● Task statement
Please reproduce the entries in full. Keep every character the same.

● Recorded data
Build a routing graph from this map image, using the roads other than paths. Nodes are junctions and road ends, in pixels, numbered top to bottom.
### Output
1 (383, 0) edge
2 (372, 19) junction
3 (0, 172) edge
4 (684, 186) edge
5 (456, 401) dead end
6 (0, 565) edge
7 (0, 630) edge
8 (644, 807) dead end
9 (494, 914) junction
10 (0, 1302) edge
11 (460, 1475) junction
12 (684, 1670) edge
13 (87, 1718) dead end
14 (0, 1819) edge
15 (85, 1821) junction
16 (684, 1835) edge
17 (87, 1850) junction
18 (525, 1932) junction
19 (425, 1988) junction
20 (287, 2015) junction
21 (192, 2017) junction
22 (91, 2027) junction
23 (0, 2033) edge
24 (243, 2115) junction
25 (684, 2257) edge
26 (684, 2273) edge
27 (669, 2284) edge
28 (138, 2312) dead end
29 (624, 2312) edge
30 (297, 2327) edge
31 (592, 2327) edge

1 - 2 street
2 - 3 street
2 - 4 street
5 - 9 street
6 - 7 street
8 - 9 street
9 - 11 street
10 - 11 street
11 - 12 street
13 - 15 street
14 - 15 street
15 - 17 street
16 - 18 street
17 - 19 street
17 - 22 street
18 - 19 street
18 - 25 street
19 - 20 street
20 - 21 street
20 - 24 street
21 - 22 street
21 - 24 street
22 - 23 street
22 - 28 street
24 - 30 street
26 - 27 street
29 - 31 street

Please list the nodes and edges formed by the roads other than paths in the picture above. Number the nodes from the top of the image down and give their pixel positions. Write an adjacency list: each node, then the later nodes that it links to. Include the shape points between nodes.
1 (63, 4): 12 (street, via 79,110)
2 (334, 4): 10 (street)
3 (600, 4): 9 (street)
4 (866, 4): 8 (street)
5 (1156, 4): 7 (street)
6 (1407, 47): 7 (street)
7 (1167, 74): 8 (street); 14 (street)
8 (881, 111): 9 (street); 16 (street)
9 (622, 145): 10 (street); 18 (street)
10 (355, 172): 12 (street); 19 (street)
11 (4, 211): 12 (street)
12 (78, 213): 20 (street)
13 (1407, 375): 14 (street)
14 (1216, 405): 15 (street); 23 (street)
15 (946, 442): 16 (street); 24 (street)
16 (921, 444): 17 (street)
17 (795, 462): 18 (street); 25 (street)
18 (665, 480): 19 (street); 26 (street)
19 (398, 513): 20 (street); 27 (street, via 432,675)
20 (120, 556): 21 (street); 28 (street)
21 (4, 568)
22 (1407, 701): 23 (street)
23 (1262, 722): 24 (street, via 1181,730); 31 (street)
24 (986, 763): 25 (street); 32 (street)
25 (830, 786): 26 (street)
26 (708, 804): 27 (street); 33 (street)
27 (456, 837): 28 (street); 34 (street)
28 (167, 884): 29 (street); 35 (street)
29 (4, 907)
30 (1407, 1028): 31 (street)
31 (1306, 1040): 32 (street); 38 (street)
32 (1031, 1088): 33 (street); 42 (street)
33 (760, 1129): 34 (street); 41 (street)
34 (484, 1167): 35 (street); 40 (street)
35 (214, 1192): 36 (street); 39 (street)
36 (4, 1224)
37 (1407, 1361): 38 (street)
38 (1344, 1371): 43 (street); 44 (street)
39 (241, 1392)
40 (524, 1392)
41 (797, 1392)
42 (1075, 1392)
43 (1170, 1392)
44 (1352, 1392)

● Reply
Build a routing graph from this map image, using the roads other than paths. Nodes are junctions and road ends, in pixels, numbered top to bottom.
### Output
1 (383, 0) edge
2 (372, 19) junction
3 (0, 172) edge
4 (684, 186) edge
5 (456, 401) dead end
6 (0, 565) edge
7 (0, 630) edge
8 (644, 807) dead end
9 (494, 914) junction
10 (0, 1302) edge
11 (460, 1475) junction
12 (684, 1670) edge
13 (87, 1718) dead end
14 (0, 1819) edge
15 (85, 1821) junction
16 (684, 1835) edge
17 (87, 1850) junction
18 (525, 1932) junction
19 (425, 1988) junction
20 (287, 2015) junction
21 (192, 2017) junction
22 (91, 2027) junction
23 (0, 2033) edge
24 (243, 2115) junction
25 (684, 2257) edge
26 (684, 2273) edge
27 (669, 2284) edge
28 (138, 2312) dead end
29 (624, 2312) edge
30 (297, 2327) edge
31 (592, 2327) edge

1 - 2 street
2 - 3 street
2 - 4 street
5 - 9 street
6 - 7 street
8 - 9 street
9 - 11 street
10 - 11 street
11 - 12 street
13 - 15 street
14 - 15 street
15 - 17 street
16 - 18 street
17 - 19 street
17 - 22 street
18 - 19 street
18 - 25 street
19 - 20 street
20 - 21 street
20 - 24 street
21 - 22 street
21 - 24 street
22 - 23 street
22 - 28 street
24 - 30 street
26 - 27 street
29 - 31 street

Please list the nodes and edges formed by the roads other than paths in the picture above. Number the nodes from the top of the image down and give their pixel positions. Write an adjacency list: each node, then the later nodes that it links to. Include the shape points between nodes.
1 (63, 4): 12 (street, via 79,110)
2 (334, 4): 10 (street)
3 (600, 4): 9 (street)
4 (866, 4): 8 (street)
5 (1156, 4): 7 (street)
6 (1407, 47): 7 (street)
7 (1167, 74): 8 (street); 14 (street)
8 (881, 111): 9 (street); 16 (street)
9 (622, 145): 10 (street); 18 (street)
10 (355, 172): 12 (street); 19 (street)
11 (4, 211): 12 (street)
12 (78, 213): 20 (street)
13 (1407, 375): 14 (street)
14 (1216, 405): 15 (street); 23 (street)
15 (946, 442): 16 (street); 24 (street)
16 (921, 444): 17 (street)
17 (795, 462): 18 (street); 25 (street)
18 (665, 480): 19 (street); 26 (street)
19 (398, 513): 20 (street); 27 (street, via 432,675)
20 (120, 556): 21 (street); 28 (street)
21 (4, 568)
22 (1407, 701): 23 (street)
23 (1262, 722): 24 (street, via 1181,730); 31 (street)
24 (986, 763): 25 (street); 32 (street)
25 (830, 786): 26 (street)
26 (708, 804): 27 (street); 33 (street)
27 (456, 837): 28 (street); 34 (street)
28 (167, 884): 29 (street); 35 (street)
29 (4, 907)
30 (1407, 1028): 31 (street)
31 (1306, 1040): 32 (street); 38 (street)
32 (1031, 1088): 33 (street); 42 (street)
33 (760, 1129): 34 (street); 41 (street)
34 (484, 1167): 35 (street); 40 (street)
35 (214, 1192): 36 (street); 39 (street)
36 (4, 1224)
37 (1407, 1361): 38 (street)
38 (1344, 1371): 43 (street); 44 (street)
39 (241, 1392)
40 (524, 1392)
41 (797, 1392)
42 (1075, 1392)
43 (1170, 1392)
44 (1352, 1392)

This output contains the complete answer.